TRY IT: The full listing, reproduced exactly, is what the response must contain.

GIVEN DATA:
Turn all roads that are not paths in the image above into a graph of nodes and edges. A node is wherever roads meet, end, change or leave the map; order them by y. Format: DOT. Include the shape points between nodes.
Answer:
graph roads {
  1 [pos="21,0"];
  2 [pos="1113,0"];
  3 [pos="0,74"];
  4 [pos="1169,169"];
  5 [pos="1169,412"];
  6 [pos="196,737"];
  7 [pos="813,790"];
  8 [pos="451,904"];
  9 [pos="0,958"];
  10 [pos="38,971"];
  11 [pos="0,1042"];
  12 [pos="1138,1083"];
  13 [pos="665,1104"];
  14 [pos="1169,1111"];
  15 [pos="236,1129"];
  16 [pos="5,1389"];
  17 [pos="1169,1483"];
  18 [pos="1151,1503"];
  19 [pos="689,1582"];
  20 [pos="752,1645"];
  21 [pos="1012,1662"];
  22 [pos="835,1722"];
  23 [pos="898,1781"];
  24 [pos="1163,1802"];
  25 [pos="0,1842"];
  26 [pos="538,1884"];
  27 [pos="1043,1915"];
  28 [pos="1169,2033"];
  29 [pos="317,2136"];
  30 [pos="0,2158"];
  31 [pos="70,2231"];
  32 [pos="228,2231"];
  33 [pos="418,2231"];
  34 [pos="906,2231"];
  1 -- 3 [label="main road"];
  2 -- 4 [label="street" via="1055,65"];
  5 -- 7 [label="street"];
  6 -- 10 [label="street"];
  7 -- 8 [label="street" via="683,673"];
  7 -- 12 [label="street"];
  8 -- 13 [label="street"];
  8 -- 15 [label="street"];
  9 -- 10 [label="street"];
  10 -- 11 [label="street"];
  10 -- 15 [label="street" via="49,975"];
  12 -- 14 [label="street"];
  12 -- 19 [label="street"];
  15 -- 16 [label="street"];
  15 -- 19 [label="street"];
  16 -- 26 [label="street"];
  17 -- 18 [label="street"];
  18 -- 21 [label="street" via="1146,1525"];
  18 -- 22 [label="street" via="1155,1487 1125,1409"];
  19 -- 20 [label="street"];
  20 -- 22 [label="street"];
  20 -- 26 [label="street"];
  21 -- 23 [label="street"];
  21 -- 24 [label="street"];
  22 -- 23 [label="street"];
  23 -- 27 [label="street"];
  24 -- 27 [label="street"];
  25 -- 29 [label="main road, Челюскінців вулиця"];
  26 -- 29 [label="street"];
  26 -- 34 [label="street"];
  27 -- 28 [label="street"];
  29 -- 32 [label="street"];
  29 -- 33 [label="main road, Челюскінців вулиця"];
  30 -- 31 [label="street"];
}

ANSWER FOR THIS EXERCISE:
Turn all roads that are not paths in the image above into a graph of nodes and edges. A node is wherever roads meet, end, change or leave the map; order them by y. Format: DOT. Include the shape points between nodes.
Answer:
graph roads {
  1 [pos="21,0"];
  2 [pos="1113,0"];
  3 [pos="0,74"];
  4 [pos="1169,169"];
  5 [pos="1169,412"];
  6 [pos="196,737"];
  7 [pos="813,790"];
  8 [pos="451,904"];
  9 [pos="0,958"];
  10 [pos="38,971"];
  11 [pos="0,1042"];
  12 [pos="1138,1083"];
  13 [pos="665,1104"];
  14 [pos="1169,1111"];
  15 [pos="236,1129"];
  16 [pos="5,1389"];
  17 [pos="1169,1483"];
  18 [pos="1151,1503"];
  19 [pos="689,1582"];
  20 [pos="752,1645"];
  21 [pos="1012,1662"];
  22 [pos="835,1722"];
  23 [pos="898,1781"];
  24 [pos="1163,1802"];
  25 [pos="0,1842"];
  26 [pos="538,1884"];
  27 [pos="1043,1915"];
  28 [pos="1169,2033"];
  29 [pos="317,2136"];
  30 [pos="0,2158"];
  31 [pos="70,2231"];
  32 [pos="228,2231"];
  33 [pos="418,2231"];
  34 [pos="906,2231"];
  1 -- 3 [label="main road"];
  2 -- 4 [label="street" via="1055,65"];
  5 -- 7 [label="street"];
  6 -- 10 [label="street"];
  7 -- 8 [label="street" via="683,673"];
  7 -- 12 [label="street"];
  8 -- 13 [label="street"];
  8 -- 15 [label="street"];
  9 -- 10 [label="street"];
  10 -- 11 [label="street"];
  10 -- 15 [label="street" via="49,975"];
  12 -- 14 [label="street"];
  12 -- 19 [label="street"];
  15 -- 16 [label="street"];
  15 -- 19 [label="street"];
  16 -- 26 [label="street"];
  17 -- 18 [label="street"];
  18 -- 21 [label="street" via="1146,1525"];
  18 -- 22 [label="street" via="1155,1487 1125,1409"];
  19 -- 20 [label="street"];
  20 -- 22 [label="street"];
  20 -- 26 [label="street"];
  21 -- 23 [label="street"];
  21 -- 24 [label="street"];
  22 -- 23 [label="street"];
  23 -- 27 [label="street"];
  24 -- 27 [label="street"];
  25 -- 29 [label="main road, Челюскінців вулиця"];
  26 -- 29 [label="street"];
  26 -- 34 [label="street"];
  27 -- 28 [label="street"];
  29 -- 32 [label="street"];
  29 -- 33 [label="main road, Челюскінців вулиця"];
  30 -- 31 [label="street"];
}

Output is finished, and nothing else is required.